0

In my application I have a rather large object created from some XML files. The xml file sizes something like 30MB, and my binary serialized object from this xml file will be like 8~9MB. Funny thing is if I compress this binary file with e.g. WinRar, it will be just 1~2MB.

Is there a way to increase compression level of the object itself? Or should I use another level of compression by manually write code for zipping the file after saving or unzip before loading back into the program?

In case, this is the code I use to save my object as file:

    public static bool SaveProject(Project proj, string pathAndName)
    {
        bool success = true;
        proj.FileVersion = CurrentFileVersion;

        try
        {
            IFormatter formatter = new BinaryFormatter();
            Stream stream = new FileStream(pathAndName, FileMode.Create, FileAccess.Write, FileShare.None);
            formatter.Serialize(stream, proj);
            stream.Close();
        }
        catch (Exception e)
        {
            MessageBox.Show("Can not save project!" + Environment.NewLine + "Reason: ", "Error",
                            MessageBoxButtons.OK, MessageBoxIcon.Exclamation);

            success = false;
        }

        return success;
    }

UPDATE I tried to change my code by adding a GZIPSTREAM but it seems that it does not do anything! Or maybe my implementation is wrong?

public static bool SaveProject(Project proj, string pathAndName)
{
    bool success = true;
    proj.FileVersion = CurrentFileVersion;

    try
    {
        IFormatter formatter = new BinaryFormatter();
        var stream = new FileStream(pathAndName, FileMode.Create, FileAccess.Write, FileShare.None);
        var gZipStream = new GZipStream(stream, CompressionMode.Compress);
        formatter.Serialize(stream, proj);
        stream.Close();
        gZipStream.Close();
    }
    catch (Exception e)
    {
        MessageBox.Show("Can not save project!" + Environment.NewLine + "Reason: ", "Error",
                        MessageBoxButtons.OK, MessageBoxIcon.Exclamation);

        success = false;
    }

    return success;
}

public static Project LoadProject(string path)
{
    IFormatter formatter = new BinaryFormatter();
    Stream stream = new FileStream(path, FileMode.Open, FileAccess.Read, FileShare.Read);
    var gZipStream = new GZipStream(stream, CompressionMode.Decompress);
    var obj = (Project)formatter.Deserialize(gZipStream);
    stream.Close();
    gZipStream.Close();

    if (obj.FileVersion != CurrentFileVersion)
    {
        throw new InvalidFileVersionException("File version belongs to an older version of the program.");
    }

    return obj;
}
Dumbo
  • 13,555
  • 54
  • 184
  • 288
  • What don't you try `GZipStream zip = new GZipStream(stream, System.IO.Compression.CompressionMode.Compress); formatter.Serialize(zip, proj);` and see. – L.B Aug 24 '12 at 09:20
  • @L.B Thaks, I tried but no change in file size! Check update please! – Dumbo Aug 24 '12 at 09:44
  • You still serialize to `stream`. use `gZipStream` [`*formatter.Serialize(stream, proj);*`] – L.B Aug 24 '12 at 09:44

1 Answers1

5

Wrap your FileStream in a DeflateStream with CompressionMode.Compress - pass that to the serializer. Then to deserialize, wrap a FileStream in a DeflateStream with CompressionMode.Decompress.

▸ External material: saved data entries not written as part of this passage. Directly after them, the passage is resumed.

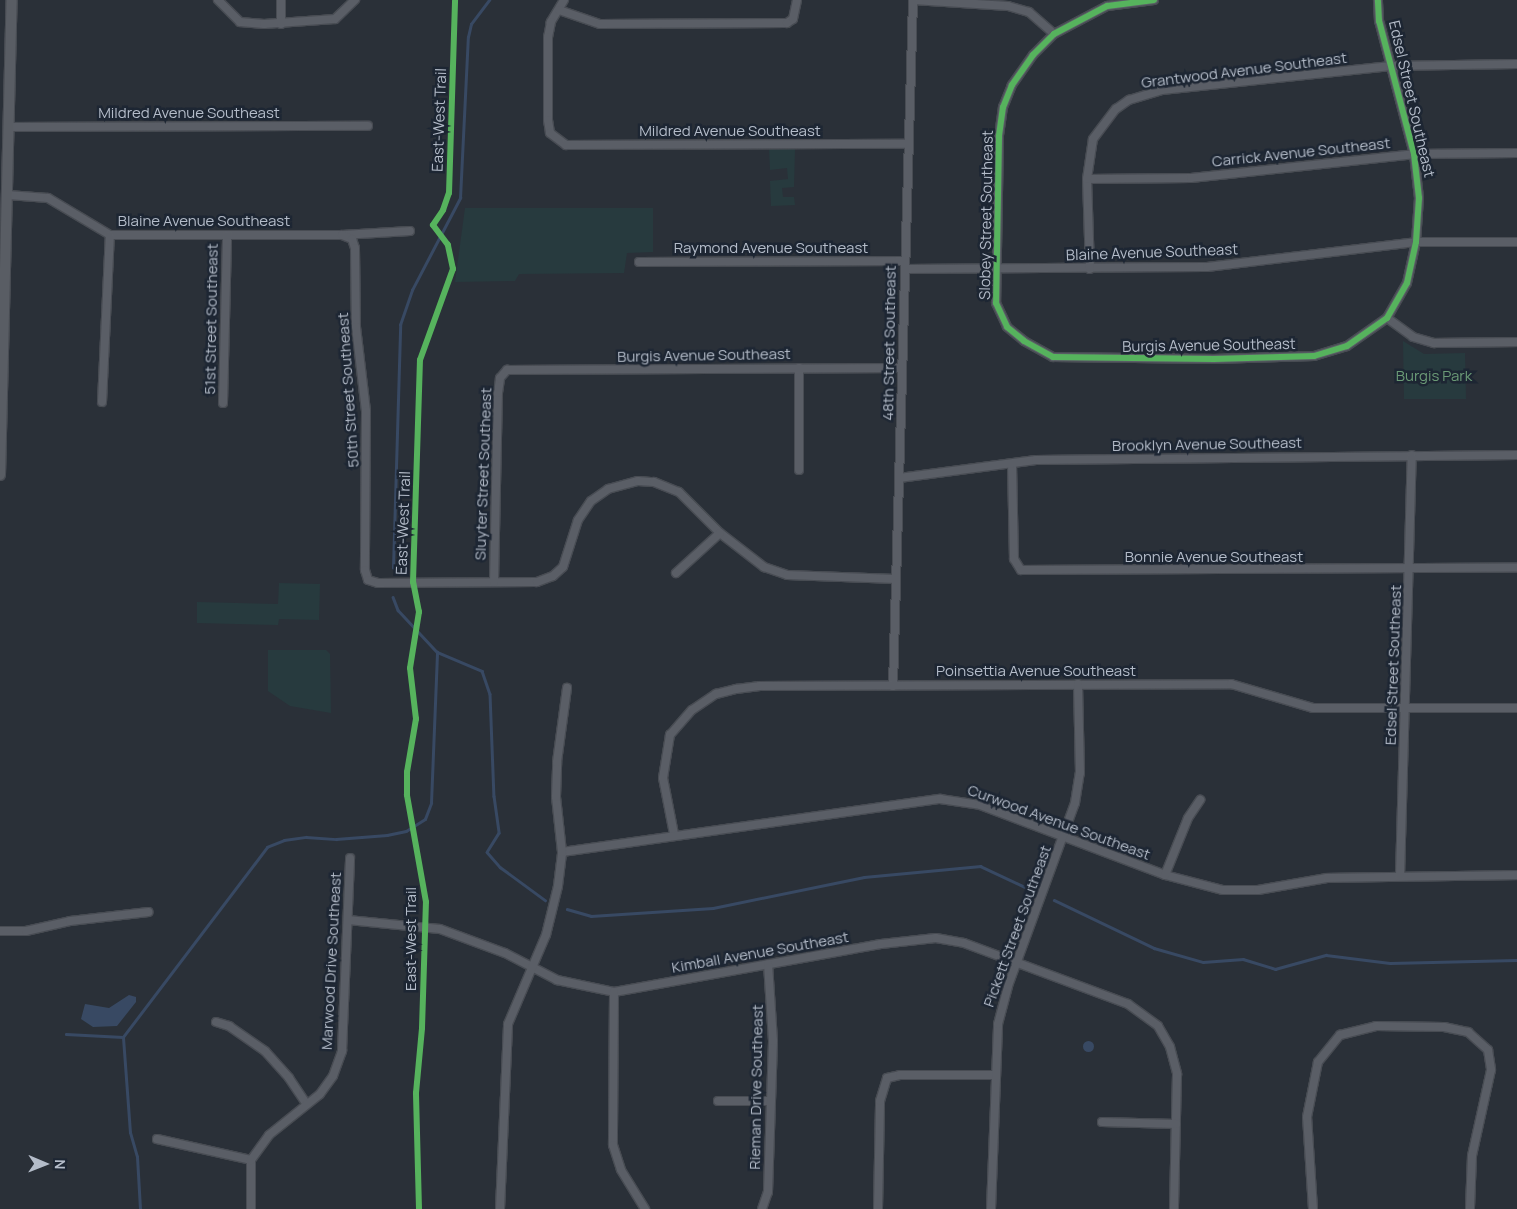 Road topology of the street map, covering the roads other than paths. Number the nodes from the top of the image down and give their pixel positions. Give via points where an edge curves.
1 (12, 0) edge
2 (218, 0) edge
3 (281, 0) edge
4 (354, 0) edge
5 (564, 0) edge
6 (797, 0) edge
7 (913, 0) edge
8 (1154, 0) edge
9 (1378, 0) edge
10 (559, 10) junction
11 (281, 24) junction
12 (1054, 34) junction
13 (1517, 64) edge
14 (1390, 66) junction
15 (368, 126) dead end
16 (9, 127) junction
17 (907, 144) junction
18 (1517, 153) edge
19 (1414, 154) junction
20 (1087, 179) junction
21 (8, 195) junction
22 (410, 231) dead end
23 (110, 235) junction
24 (227, 235) junction
25 (342, 235) junction
26 (1416, 242) junction
27 (1517, 242) edge
28 (638, 262) dead end
29 (905, 265) junction
30 (998, 269) junction
31 (1090, 269) junction
32 (1387, 318) junction
33 (2, 340) edge
34 (1024, 341) joint
35 (1517, 342) edge
36 (799, 368) junction
37 (902, 368) junction
38 (507, 370) joint
39 (102, 402) dead end
40 (223, 402) dead end
41 (1517, 455) edge
42 (1412, 456) junction
43 (1012, 464) junction
44 (799, 470) dead end
45 (0, 475) edge
46 (899, 478) junction
47 (720, 533) junction
48 (1410, 567) junction
49 (1517, 567) edge
50 (676, 573) dead end
51 (896, 578) junction
52 (494, 582) junction
53 (1078, 684) junction
54 (893, 686) junction
55 (567, 688) dead end
56 (1517, 708) edge
57 (1405, 710) junction
58 (1200, 800) dead end
59 (674, 834) junction
60 (1064, 836) junction
61 (562, 852) junction
62 (350, 858) dead end
63 (1165, 875) junction
64 (1517, 875) edge
65 (1400, 876) junction
66 (148, 912) dead end
67 (348, 920) junction
68 (0, 931) edge
69 (1016, 962) junction
70 (768, 964) junction
71 (531, 967) junction
72 (614, 992) junction
73 (216, 1022) dead end
74 (994, 1075) junction
75 (718, 1101) dead end
76 (771, 1102) junction
77 (306, 1103) junction
78 (1102, 1122) dead end
79 (1176, 1124) junction
80 (157, 1139) dead end
81 (251, 1160) junction
82 (251, 1209) edge
83 (500, 1209) edge
84 (645, 1209) edge
85 (762, 1209) edge
86 (878, 1209) edge
87 (991, 1209) edge
88 (1174, 1209) edge
89 (1313, 1209) edge
90 (1470, 1209) edge

1 - 16 main road
2 - 11 street via 240,22
3 - 11 street
4 - 11 street via 335,19
5 - 10 street
6 - 10 street via 794,19 787,23 600,24
7 - 12 street via 1008,6 1028,12
7 - 17 street, 48th Street Southeast
8 - 12 street, Slobey Street Southeast via 1107,6
9 - 14 street, Edsel Street Southeast via 1379,21
10 - 17 street, Mildred Avenue Southeast via 551,22 548,37 548,120 555,140 566,145
12 - 30 street, Slobey Street Southeast via 1033,54 1012,85 1002,110
13 - 14 street, Grantwood Avenue Southeast
14 - 19 street, Edsel Street Southeast
14 - 20 street, Grantwood Avenue Southeast via 1144,94 1116,109 1103,123 1093,139
15 - 16 street, Mildred Avenue Southeast
16 - 21 main road
17 - 29 street, 48th Street Southeast
18 - 19 street, Carrick Avenue Southeast
19 - 20 street, Carrick Avenue Southeast via 1191,178
19 - 26 street, Edsel Street Southeast via 1420,198
20 - 31 street, Grantwood Avenue Southeast
21 - 23 street, Blaine Avenue Southeast via 48,198
21 - 33 main road
22 - 25 street, Blaine Avenue Southeast
23 - 24 street, Blaine Avenue Southeast
23 - 39 street
24 - 25 street, Blaine Avenue Southeast
24 - 40 street, 51st Street Southeast
25 - 52 street, 50th Street Southeast via 352,239 355,248 356,326 366,411 365,570 368,580 378,583
26 - 27 street, Blaine Avenue Southeast
26 - 31 street, Blaine Avenue Southeast via 1207,267
26 - 32 street, Edsel Street Southeast via 1407,282
28 - 29 street, Raymond Avenue Southeast
29 - 30 street, Blaine Avenue Southeast
29 - 37 street, 48th Street Southeast
30 - 31 street, Blaine Avenue Southeast
30 - 34 street, Slobey Street Southeast via 996,303 1007,327
32 - 34 street, Burgis Avenue Southeast via 1347,346 1314,356 1214,359 1053,357
32 - 35 street via 1413,337 1434,343
33 - 45 main road
36 - 37 street, Burgis Avenue Southeast
36 - 38 street, Burgis Avenue Southeast
36 - 44 street
37 - 46 street, 48th Street Southeast
38 - 52 street, Sluyter Street Southeast via 500,378 498,393
41 - 42 street, Brooklyn Avenue Southeast
42 - 43 street, Brooklyn Avenue Southeast via 1036,460
42 - 48 street, Edsel Street Southeast
43 - 46 street, Brooklyn Avenue Southeast
43 - 48 street, Bonnie Avenue Southeast via 1014,559 1021,570
46 - 51 street, 48th Street Southeast
47 - 50 street
47 - 51 street via 764,567 787,575
47 - 52 street via 679,492 654,482 622,484 591,501 578,520 563,567 553,576 537,582
48 - 49 street, Bonnie Avenue Southeast
48 - 57 street, Edsel Street Southeast
51 - 54 street, 48th Street Southeast
53 - 54 street, Poinsettia Avenue Southeast
53 - 57 street, Poinsettia Avenue Southeast via 1231,684 1312,708
53 - 60 street, Pickett Street Southeast via 1080,773 1075,803
54 - 59 street, Poinsettia Avenue Southeast via 760,686 716,694 692,710 670,735 663,763
55 - 61 street via 556,797
56 - 57 street, Poinsettia Avenue Southeast
57 - 65 street, Edsel Street Southeast
58 - 63 street via 1188,818
59 - 60 street, Curwood Avenue Southeast via 940,799 980,805
59 - 61 street, Curwood Avenue Southeast
60 - 63 street, Curwood Avenue Southeast
60 - 69 street, Pickett Street Southeast
61 - 71 street via 553,911
62 - 67 street, Marwood Drive Southeast
63 - 65 street, Curwood Avenue Southeast via 1200,887 1241,892 1327,878
64 - 65 street, Curwood Avenue Southeast
66 - 68 street via 77,920 26,931
67 - 71 street, Kimball Avenue Southeast via 440,929 473,939
67 - 77 street, Marwood Drive Southeast via 342,1051 334,1076 320,1094
69 - 70 street, Kimball Avenue Southeast via 964,943 936,938
69 - 74 street, Pickett Street Southeast via 998,1024
69 - 79 street, Kimball Avenue Southeast via 1128,1004 1151,1019 1165,1037 1176,1069
70 - 72 street, Kimball Avenue Southeast
70 - 76 street, Rieman Drive Southeast via 772,994
71 - 72 street, Kimball Avenue Southeast via 557,980
71 - 83 street via 508,1024
72 - 84 street via 613,1145 621,1170
73 - 77 street via 229,1026 265,1051
74 - 86 street via 900,1075 887,1078 880,1101
74 - 87 street, Pickett Street Southeast
75 - 76 street
76 - 85 street, Rieman Drive Southeast via 768,1192
77 - 81 street, Marwood Drive Southeast via 269,1135
78 - 79 street
79 - 88 street
80 - 81 street
81 - 82 street
89 - 90 street via 1307,1117 1318,1062 1340,1035 1376,1026 1444,1027 1468,1032 1488,1050 1491,1070 1472,1156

Note that instead of calling Close explicitly, you should use a using statement, e.g.

using (FileStream fileStream = ...)
using (DeflateStream deflateStream = new DeflateStream(fileStream, 
                                                      CompressionMode.Compress))
{
    formatter.Serialize(deflateStream, proj);
}

You can use GZipStream in the same way - try both to see which tends to give you better compression (or better performance, if you care about that).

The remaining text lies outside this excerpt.